4.2. Structural Staircase to Strengthen Slender Structures

External hoops are particularly effective for slender structures (such as bell towers), both as an emergency measure and as a permanent seismic reinforcement. The same structural element can be located inside the structure and connected to the masonry by radial bars to strengthen the structure, as proposed by Jurina [67]. This structural element can be connected to vertical distribution elements such as stairs for inspection and periodic maintenance. This solution was used in the restoration of the Church of Santa Maria Assunta in Reggiolo (RE, Italy). The bell tower suffered significant damage during the 2012 earthquake, particularly in the octagonal drum of the belfry. The final reinforcement consisted of the construction of an internal metal structure made up of vertical posts connected by horizontal bars to internal and external horizontal plates. The existing wooden staircase located in the upper part of the bell tower was also severely damaged by the 2012 earthquake and was therefore replaced by a new metal staircase made up of a continuous stringer with shelf steps. These elements are connected to masonry walls by injected bars. The structural staircase thus defines an internal reinforcement that connects the shaft to the belfry and the perimeter walls (improving the box-like behaviour). This reinforcement structure was also used as a safety staircase during the restoration work, reducing the safety costs by eliminating the need for external scaffolding [68].

4.3. “Structural Furnishing” against Overturning and Share Mechanisms

The integration of structural elements and furniture offers other possibilities for integrating visible reinforcements.

Consider, for example, bracing elements, a common technique for strengthening masonry fabrics against earthquakes. Such reinforcements can be visually invasive but, if integrated with furniture, they can become part of the interior design of the building. This is the case of a restoration project developed within a Master’s thesis at the University of Parma [69]. During the 2012 earthquake, the masonry walls of the Crevalcore Town Hall were found to be weak against horizontal forces. This was due to the fact that the original transversal walls on the ground floor had been transformed into columns as a result of post-construction structural modifications. The project [69] involved the insertion of a bracing element between the masonry columns to improve the stiffness of the structure against seismic actions. It also combined structural needs with re-functionalisation issues. An Internet cafè was created on the ground floor and the stiffening system was used to create a shelving structure for bottle racks and bookcases. Specifically, the metal structural cross was integrated with laminated wooden shelves which are mobile and flexible elements that can be adapted to specific functional needs.

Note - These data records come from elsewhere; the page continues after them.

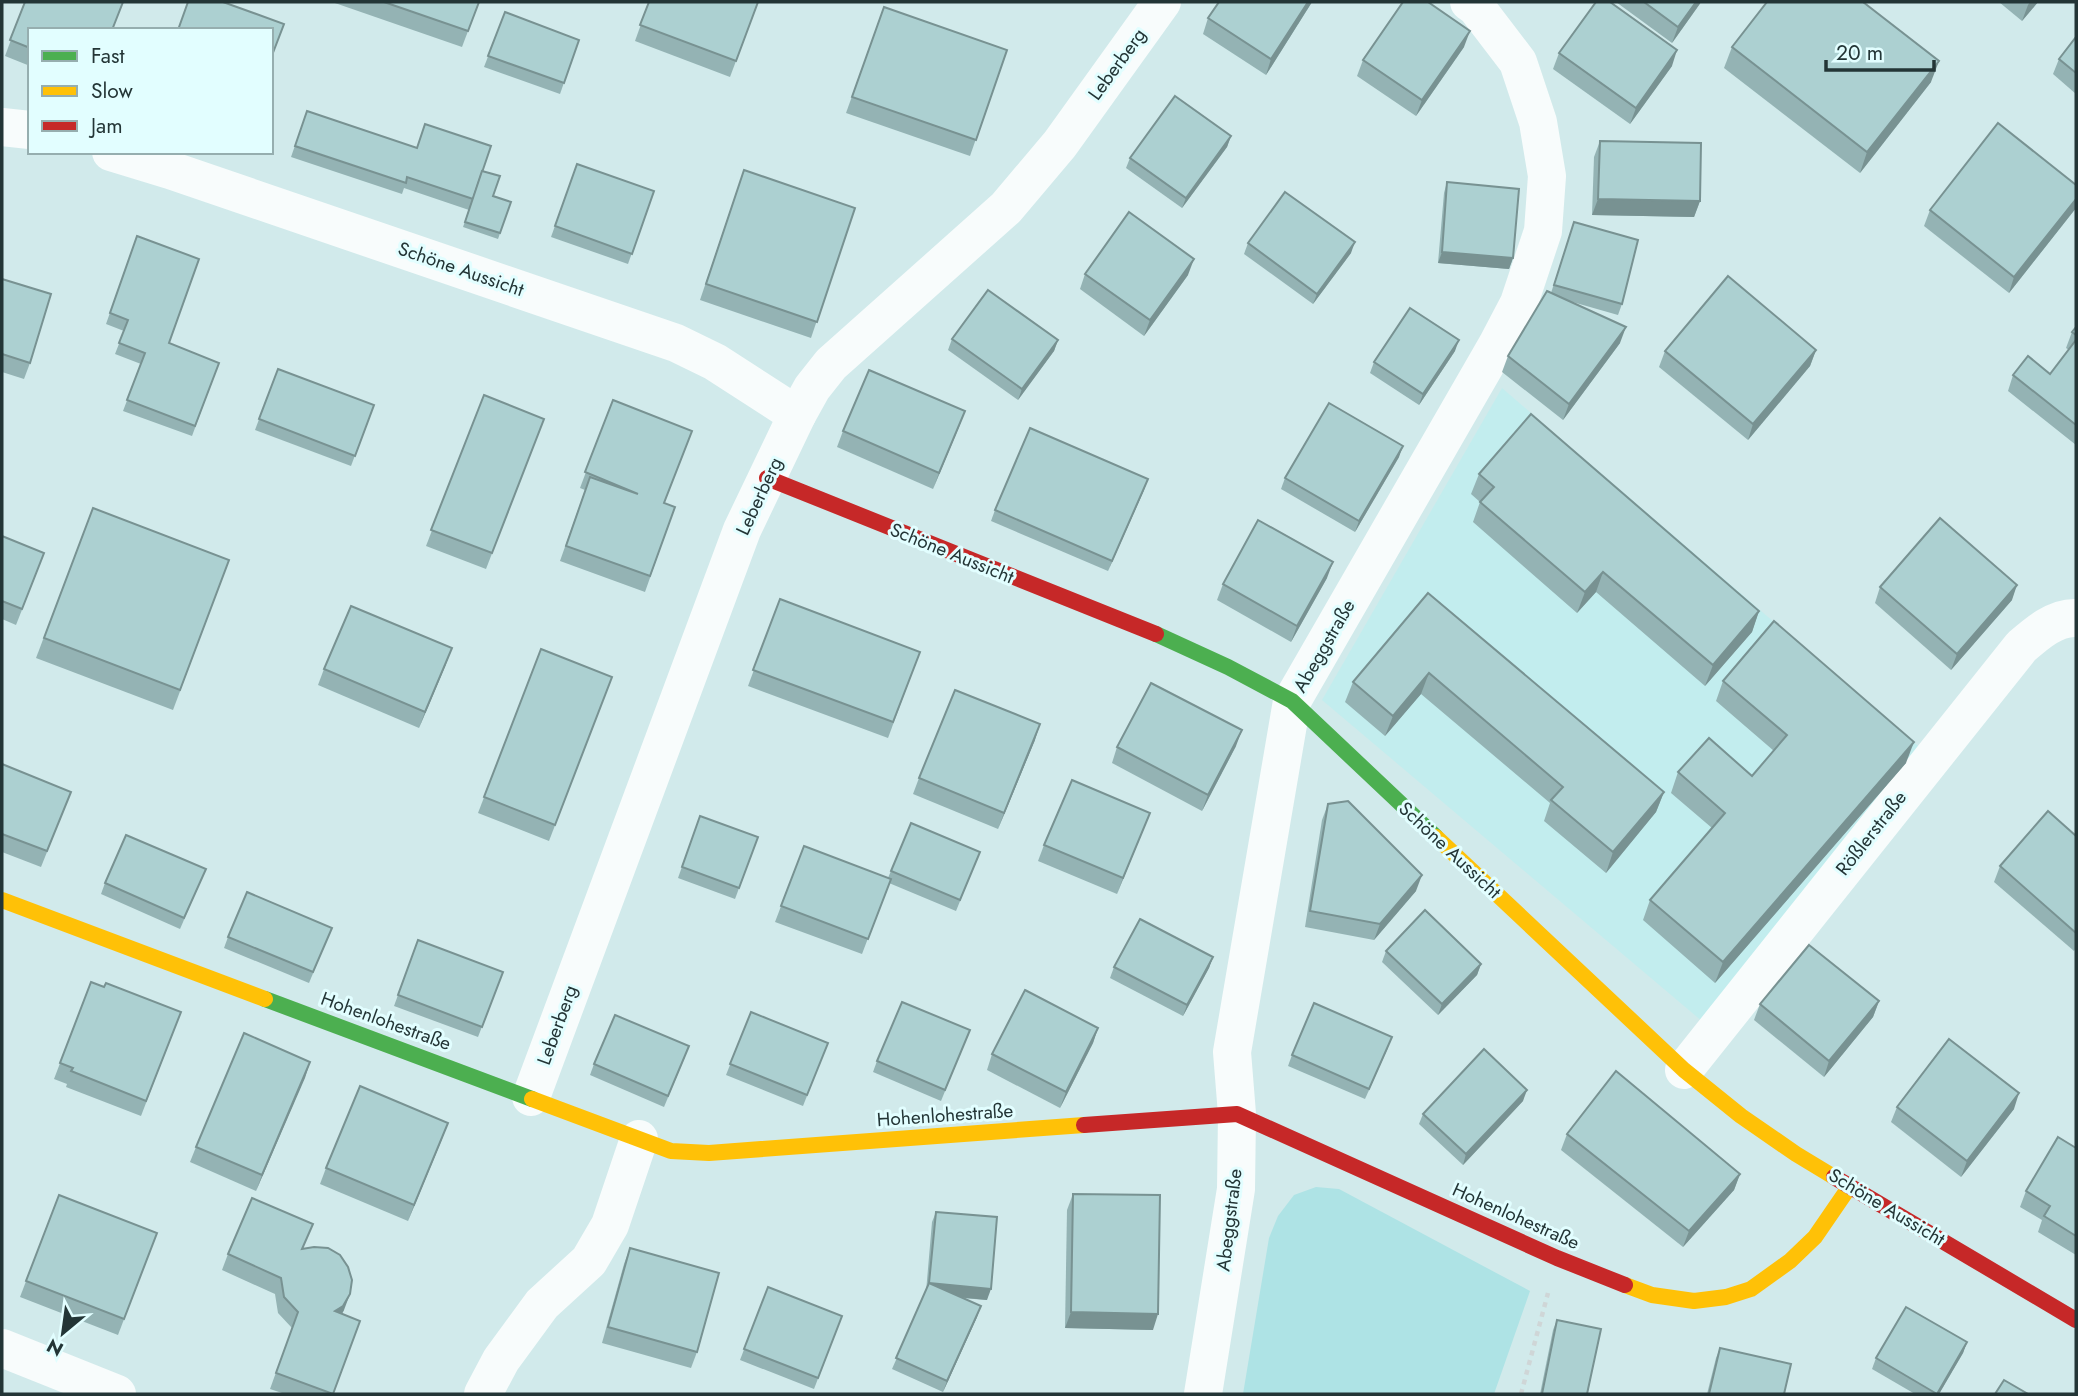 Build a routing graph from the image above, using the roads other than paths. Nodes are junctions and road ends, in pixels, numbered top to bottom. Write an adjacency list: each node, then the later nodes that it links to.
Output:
1 (1162, 2): 6 (street, Leberberg)
2 (1469, 2): 9 (street, Abeggstraße)
3 (2, 127): 4 (street)
4 (28, 130)
5 (118, 154): 6 (street, Schöne Aussicht)
6 (797, 415): 7 (street, Leberberg)
7 (767, 478): 9 (street, Schöne Aussicht); 12 (street, Leberberg)
8 (2076, 618): 11 (street, Rößlerstraße)
9 (1292, 702): 11 (street, Schöne Aussicht); 13 (street, Abeggstraße)
10 (2, 900): 12 (street, Hohenlohestraße)
11 (1684, 1070): 15 (street, Schöne Aussicht)
12 (531, 1097): 14 (street, Hohenlohestraße)
13 (1237, 1114): 14 (street, Hohenlohestraße); 15 (street, Hohenlohestraße); 20 (street, Abeggstraße)
14 (639, 1139): 19 (street)
15 (1850, 1186): 16 (street, Schöne Aussicht)
16 (2076, 1320)
17 (2, 1348): 18 (street)
18 (117, 1394)
19 (483, 1394)
20 (1203, 1394) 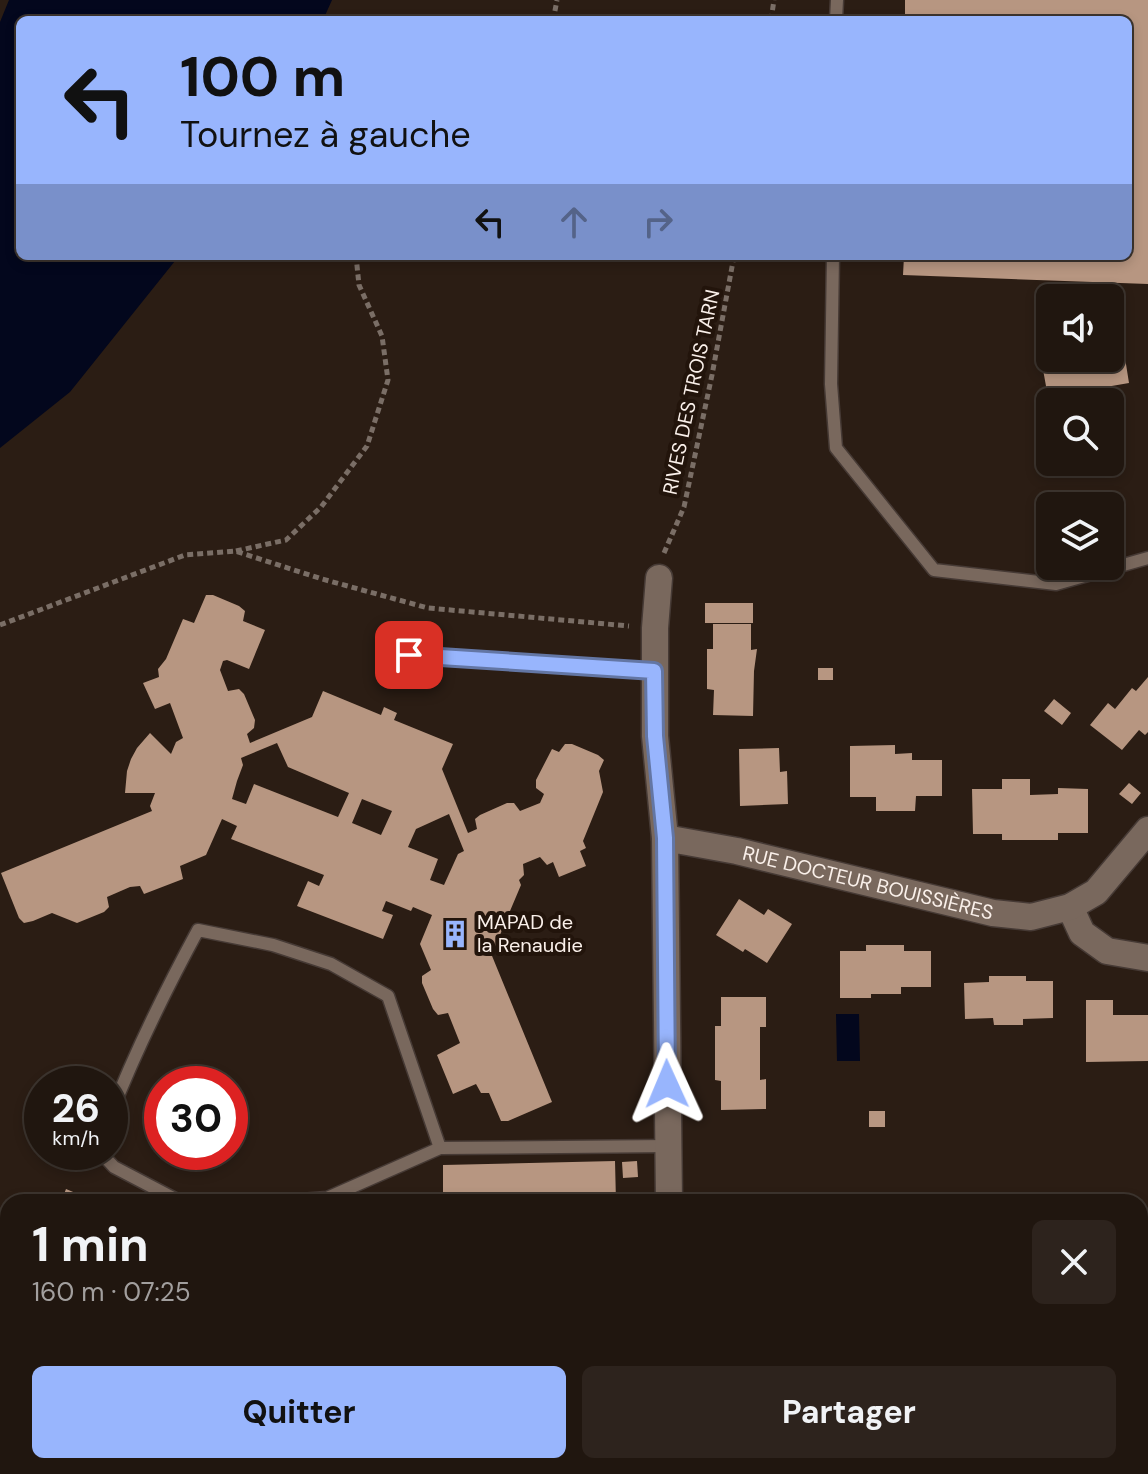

Another example concerns the buttresses the in Palazzo Costabili used to prevent the overturning of part of the boundary wall. Buttresses have been used since ancient times to stabilise structures against horizontal earthquake action. When added after construction, buttresses can be invasive, requiring effective connections and adequate foundations. However, when integrated into the context, they can become distinctive architectural elements. In the Palazzo Costabili, the structural reinforcement was inspired by the furnishings in the courtyard [66], including a gazebo with perforated corten panels and a light metal structure to support the growth of vegetation, positioned adjacent to the overturning wall (Figure 9a). The buttress, designed with the same elements and material, was integrated into the latter, creating a single system of reinforcement and landscaping. Specifically, the buttress had been designed as an active reinforcement using a mechanism that connects it to the foundations and allows for active compression of the elements. In this way, an opposite force to the overturning action was applied to the wall (Figure 9b). However, due to the complexity of the site condition and the limited space available, the property preferred the more common technique of “stitch and unstitch” for the final intervention.

The above examples of interventions demonstrate that a visible strengthening element can respect the architectural value of the building and become a meaningful sign in the constructive history of the building, a witness to structural damage and an expression of contemporary architectural language. Structural elements can thus go beyond the limits of a technical tool and become a figurative element that expresses the authenticity of the restoration intervention. Becoming part of the conservation intervention of the fabric, the reinforcement is indeed subjected to these ethical implications. However, operational difficulties can hinder the application of such an approach. For example, the size and position of the elements must be both structurally efficient and compatible with the building. This can be difficult to achieve with the standard solutions given by manuals and codes, and requires a site-specific design. This can lead to increases in time and cost that are not in line with common practice. However, this goal can be met through an interdisciplinary approach and constructive dialogue between architects, engineers, professionals, and academics.

5. Conclusions

In the present paper, the seismic strengthening of architectural heritage sites has been analysed with the aim of identifying the strengths and weaknesses of emergency strategies and defining a “best practice” framework for the protection of cultural heritage (CH) in future seismic emergencies. In particular, the research focused on the safety and stabilisation of damaged churches, with specific reference to the 2012 Emilia earthquake.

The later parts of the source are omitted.